Além disso, há também uma não investigação profunda de problemas genéticos
dessas crianças. Mas, a grande maioria é por problemas externos — explica
Alysson Muotri, professor da Universidade da Califórnia (EUA), especialista em
genética e síndromes do neurodesenvolvimento.
No começo dos
anos 2000, segundo dados do Ministério da Saúde, apenas 57% das gestantes do
país tinham acesso ao pré-natal ainda no primeiro trimestre. Hoje, com o um
avanço nos tratamentos e do pré-natal (82% de cobertura no primeiro trimestre
em 2014) o número tende a diminuir nos próximos ciclos olímpicos. Mas não é
certo.
— Existem alguns
casos que são genéticos, portanto nada tem a ver com pré-natal, que ainda não
são estudados por falta de investigação profunda. E não são evitáveis — explica
Muotri.
É o caso do
nadador brasileiro Daniel Dias, dono de 15 medalhas paralímpicas, sendo dez
delas de ouro. O paratleta nasceu com malformação nos braços e na perna e até
hoje a causa não foi identificada.
Já a paralisia
cerebral é causada em sua maioria por não acesso à condições ideais de parto.
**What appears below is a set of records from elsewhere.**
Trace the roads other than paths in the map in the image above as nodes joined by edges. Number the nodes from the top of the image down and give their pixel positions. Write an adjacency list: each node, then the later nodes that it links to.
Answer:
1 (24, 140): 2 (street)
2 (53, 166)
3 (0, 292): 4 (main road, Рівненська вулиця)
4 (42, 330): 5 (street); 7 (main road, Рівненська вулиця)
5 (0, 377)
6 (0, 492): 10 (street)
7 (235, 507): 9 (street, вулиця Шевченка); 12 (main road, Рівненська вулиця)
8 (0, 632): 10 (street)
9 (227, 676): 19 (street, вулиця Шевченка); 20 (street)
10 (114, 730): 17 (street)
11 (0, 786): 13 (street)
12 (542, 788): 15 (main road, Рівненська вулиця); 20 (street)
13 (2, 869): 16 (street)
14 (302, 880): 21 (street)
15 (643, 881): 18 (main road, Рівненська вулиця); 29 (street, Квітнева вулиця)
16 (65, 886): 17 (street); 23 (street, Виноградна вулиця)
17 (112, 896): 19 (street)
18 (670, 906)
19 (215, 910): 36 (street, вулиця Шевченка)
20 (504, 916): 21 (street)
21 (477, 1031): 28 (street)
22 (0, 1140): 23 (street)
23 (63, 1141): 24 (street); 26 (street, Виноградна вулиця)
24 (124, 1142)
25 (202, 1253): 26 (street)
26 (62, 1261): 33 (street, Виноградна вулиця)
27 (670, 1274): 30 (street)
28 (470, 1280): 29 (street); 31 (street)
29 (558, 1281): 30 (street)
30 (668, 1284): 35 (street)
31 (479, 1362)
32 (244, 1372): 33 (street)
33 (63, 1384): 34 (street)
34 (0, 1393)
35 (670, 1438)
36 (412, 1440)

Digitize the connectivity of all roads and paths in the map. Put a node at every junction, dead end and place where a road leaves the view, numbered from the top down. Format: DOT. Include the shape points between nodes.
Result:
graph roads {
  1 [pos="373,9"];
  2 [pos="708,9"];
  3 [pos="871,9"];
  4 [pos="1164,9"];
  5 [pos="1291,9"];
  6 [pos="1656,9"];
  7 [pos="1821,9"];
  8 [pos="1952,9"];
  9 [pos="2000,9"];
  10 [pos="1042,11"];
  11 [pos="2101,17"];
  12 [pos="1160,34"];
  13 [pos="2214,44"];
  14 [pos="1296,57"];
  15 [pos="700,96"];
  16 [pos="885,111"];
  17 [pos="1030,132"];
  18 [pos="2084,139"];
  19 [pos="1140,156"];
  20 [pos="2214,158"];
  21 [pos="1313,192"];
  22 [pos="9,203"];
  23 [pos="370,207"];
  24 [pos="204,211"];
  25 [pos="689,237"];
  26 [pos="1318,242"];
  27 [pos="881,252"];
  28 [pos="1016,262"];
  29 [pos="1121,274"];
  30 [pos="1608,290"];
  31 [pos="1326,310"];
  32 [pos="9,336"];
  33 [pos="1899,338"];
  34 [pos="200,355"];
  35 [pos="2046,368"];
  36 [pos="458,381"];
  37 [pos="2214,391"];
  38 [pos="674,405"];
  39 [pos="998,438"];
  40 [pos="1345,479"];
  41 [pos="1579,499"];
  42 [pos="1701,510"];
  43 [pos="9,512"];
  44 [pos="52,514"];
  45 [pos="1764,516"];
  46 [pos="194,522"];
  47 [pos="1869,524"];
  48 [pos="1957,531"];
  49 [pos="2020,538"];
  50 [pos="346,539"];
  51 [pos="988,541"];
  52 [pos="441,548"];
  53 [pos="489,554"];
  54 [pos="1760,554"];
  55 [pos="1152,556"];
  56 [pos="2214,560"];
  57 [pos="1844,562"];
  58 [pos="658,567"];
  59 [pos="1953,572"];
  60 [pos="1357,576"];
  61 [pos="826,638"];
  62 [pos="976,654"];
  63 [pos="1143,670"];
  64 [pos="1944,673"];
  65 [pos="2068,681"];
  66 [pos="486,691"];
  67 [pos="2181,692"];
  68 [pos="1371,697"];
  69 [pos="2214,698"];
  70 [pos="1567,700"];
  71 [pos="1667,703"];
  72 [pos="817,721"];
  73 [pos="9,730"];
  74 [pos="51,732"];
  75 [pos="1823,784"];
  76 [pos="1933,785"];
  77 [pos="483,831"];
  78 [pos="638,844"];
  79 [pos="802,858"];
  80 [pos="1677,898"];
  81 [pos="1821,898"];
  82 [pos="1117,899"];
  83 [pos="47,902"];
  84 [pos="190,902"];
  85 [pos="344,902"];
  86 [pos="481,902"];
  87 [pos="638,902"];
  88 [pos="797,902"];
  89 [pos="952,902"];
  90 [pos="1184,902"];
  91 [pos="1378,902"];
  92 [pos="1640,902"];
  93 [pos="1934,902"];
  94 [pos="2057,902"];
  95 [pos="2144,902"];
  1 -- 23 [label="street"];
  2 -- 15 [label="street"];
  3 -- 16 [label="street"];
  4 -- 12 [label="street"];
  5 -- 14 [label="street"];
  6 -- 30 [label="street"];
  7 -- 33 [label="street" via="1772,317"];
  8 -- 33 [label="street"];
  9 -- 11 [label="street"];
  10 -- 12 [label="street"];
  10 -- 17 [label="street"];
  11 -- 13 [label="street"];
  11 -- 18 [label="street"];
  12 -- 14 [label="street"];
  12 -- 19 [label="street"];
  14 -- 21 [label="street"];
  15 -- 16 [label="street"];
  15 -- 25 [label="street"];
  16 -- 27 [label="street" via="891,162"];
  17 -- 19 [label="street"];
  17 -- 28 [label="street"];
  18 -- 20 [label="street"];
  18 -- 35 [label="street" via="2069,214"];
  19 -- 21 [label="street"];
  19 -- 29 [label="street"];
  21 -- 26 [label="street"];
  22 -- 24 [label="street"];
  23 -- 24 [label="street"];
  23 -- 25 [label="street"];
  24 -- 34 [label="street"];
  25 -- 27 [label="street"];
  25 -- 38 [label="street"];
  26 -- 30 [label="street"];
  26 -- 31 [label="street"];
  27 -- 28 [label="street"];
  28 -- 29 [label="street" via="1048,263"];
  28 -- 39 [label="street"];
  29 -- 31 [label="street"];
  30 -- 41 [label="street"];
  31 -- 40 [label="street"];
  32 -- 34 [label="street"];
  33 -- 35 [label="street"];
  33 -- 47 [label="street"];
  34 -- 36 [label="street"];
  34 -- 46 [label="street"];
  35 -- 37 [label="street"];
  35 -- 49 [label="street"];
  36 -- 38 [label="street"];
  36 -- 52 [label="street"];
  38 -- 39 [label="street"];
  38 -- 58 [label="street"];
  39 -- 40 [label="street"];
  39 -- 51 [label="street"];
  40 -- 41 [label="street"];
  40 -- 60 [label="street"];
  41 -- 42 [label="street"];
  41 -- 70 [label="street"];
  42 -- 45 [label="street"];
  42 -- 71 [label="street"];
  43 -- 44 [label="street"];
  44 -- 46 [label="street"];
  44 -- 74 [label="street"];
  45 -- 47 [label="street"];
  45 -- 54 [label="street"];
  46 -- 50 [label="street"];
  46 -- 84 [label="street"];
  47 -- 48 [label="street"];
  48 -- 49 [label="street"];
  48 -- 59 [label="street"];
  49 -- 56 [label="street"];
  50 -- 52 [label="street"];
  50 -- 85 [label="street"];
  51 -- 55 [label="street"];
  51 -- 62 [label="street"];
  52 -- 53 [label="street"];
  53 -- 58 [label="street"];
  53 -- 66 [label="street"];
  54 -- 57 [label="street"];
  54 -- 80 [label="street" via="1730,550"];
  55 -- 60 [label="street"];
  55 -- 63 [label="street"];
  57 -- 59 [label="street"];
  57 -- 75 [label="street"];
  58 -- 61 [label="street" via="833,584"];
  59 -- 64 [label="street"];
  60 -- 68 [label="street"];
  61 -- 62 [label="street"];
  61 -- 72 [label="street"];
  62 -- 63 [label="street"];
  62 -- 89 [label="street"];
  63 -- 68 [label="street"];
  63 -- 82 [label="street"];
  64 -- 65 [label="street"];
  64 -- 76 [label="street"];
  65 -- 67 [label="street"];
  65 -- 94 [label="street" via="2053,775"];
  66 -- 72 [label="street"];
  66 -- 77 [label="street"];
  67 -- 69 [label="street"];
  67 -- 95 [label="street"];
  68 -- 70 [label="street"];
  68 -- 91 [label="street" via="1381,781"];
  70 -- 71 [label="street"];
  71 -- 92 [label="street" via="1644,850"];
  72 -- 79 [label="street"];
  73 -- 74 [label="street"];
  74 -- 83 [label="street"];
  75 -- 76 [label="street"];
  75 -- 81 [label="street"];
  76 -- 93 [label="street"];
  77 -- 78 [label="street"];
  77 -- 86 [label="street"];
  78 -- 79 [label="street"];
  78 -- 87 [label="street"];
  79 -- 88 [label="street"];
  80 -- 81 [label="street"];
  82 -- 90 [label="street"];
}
Caso de mais de 30 atletas brasileiros. Não é um problema exclusivo de regiões
distantes dos grandes centros do país. Uma simples demora em fazer uma
cesariana pode causar a lesão, que é irreversível.
— Esses dois
problemas relativos ao nascimento costumam ser mais comum em países
subdesenvolvidos, mas não é regra. Quanto mais precária a saúde, maior o número
— afirma o professor.
Mas o Brasil
evoluiu tanto em qualidade acesso aos cuidados quanto e de tratamento para
esses deficientes. Em 2013, segundo a OMS, entre as 10 principais causas de
morte no país não apareceu nem complicações neonatais decorrentes de problemas
de parto, que na década de 1990 eram a quarta causa de mortes, e nem anomalias
congênitas, que eram a décima causa.
Ainda nos
problemas relacionada a malformação, agora, os cientistas observam de perto os
bebê com microcefalia por causa do surto do zika. Ainda não se sabe em que
condições os 1.857 recém-nascidos confirmados com microcefalia desde outubro de
2015 (ainda há 2.971 sendo investigados) vão sobreviver. Se tiveram condições,
o esporte pode ser uma forma de reabilitação.
Essa geração
paralímpica também aponta um problema de saúde já resolvido no país: a poliomelite.
Erradicada desde a década de 90 o atleta paralímpico André Brasil, que tem 34
anos, é um dos últimos casos registrados. André está em em um grupo muito
pequeno que contraí a doença pela própria vacina.
Se a saúde
pública no Brasil fez avanços significativos nos últimos 30 anos, a taxa de
acidentes de trânsito continuam sendo altas. Responsável pela lesão de 18% da
delegação brasileira a mortalidade desceu no ranking de mortalidade (da 5ª
maior causa de morte para a 8ª). Mas o número engana. Os números absolutos
aumentaram, de 41.166 em 1990 para 46.311 em 2013.
Só até a abril
deste ano, 16.518 pessoas sofreram amputações oriundas de acidentes de trânsito
pelo Sistema Único de Saúde (SUS), gerando um custo de R$ 21,7 milhões aos
cofres públicos. Em todo o ano de 2015, foram 51.660 cirurgias desse tipo pelo
SUS, correspondendo a um peso de R$ 67,7 milhões.